··· AVAILABLE RECORDS ···

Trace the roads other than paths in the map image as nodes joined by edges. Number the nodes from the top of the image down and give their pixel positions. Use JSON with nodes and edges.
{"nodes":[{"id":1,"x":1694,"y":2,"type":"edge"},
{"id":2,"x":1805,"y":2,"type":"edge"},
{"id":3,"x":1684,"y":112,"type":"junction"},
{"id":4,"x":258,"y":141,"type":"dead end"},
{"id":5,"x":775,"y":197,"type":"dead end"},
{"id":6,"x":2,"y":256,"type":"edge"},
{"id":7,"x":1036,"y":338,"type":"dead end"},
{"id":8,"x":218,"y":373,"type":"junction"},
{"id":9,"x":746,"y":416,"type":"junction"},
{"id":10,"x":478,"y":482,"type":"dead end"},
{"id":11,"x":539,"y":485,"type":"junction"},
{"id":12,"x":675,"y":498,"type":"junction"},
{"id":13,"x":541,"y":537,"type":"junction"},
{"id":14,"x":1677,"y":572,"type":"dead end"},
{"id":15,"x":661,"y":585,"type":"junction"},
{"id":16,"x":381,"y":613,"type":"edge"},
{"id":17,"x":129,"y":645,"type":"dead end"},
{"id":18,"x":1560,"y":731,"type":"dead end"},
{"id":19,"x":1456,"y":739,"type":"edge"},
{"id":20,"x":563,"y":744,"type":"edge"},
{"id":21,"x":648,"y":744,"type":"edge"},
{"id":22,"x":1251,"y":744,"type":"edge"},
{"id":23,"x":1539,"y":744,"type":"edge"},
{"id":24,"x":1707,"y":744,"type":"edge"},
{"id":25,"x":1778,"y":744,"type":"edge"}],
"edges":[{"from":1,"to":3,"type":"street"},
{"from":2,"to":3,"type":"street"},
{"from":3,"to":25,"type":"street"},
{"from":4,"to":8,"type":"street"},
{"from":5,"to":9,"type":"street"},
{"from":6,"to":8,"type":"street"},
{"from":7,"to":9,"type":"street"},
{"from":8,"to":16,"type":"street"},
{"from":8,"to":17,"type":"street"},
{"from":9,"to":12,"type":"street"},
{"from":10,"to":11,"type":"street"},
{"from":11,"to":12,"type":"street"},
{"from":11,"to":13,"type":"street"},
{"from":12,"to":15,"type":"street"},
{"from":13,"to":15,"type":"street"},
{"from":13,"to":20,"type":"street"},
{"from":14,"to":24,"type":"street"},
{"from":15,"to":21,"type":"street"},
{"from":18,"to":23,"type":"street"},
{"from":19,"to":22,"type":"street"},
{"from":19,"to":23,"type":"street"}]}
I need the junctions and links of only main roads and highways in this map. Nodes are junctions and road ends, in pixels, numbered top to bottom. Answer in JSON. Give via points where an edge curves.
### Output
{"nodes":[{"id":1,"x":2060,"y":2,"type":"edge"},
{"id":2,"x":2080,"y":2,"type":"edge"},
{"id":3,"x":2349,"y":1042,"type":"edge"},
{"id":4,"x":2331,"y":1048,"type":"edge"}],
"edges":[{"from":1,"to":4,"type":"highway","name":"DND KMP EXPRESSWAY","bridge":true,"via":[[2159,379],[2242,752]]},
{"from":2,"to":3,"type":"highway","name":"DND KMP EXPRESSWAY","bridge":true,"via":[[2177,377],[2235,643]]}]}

···

__YOUR GOAL__
Once you have located every line with the word "roads" in the material above, list those lines.

__EXPECTED ANSWER__
Trace the roads other than paths in the map image as nodes joined by edges. Number the nodes from the top of the image down and give their pixel positions. Use JSON with nodes and edges.
I need the junctions and links of only main roads and highways in this map. Nodes are junctions and road ends, in pixels, numbered top to bottom. Answer in JSON. Give via points where an edge curves.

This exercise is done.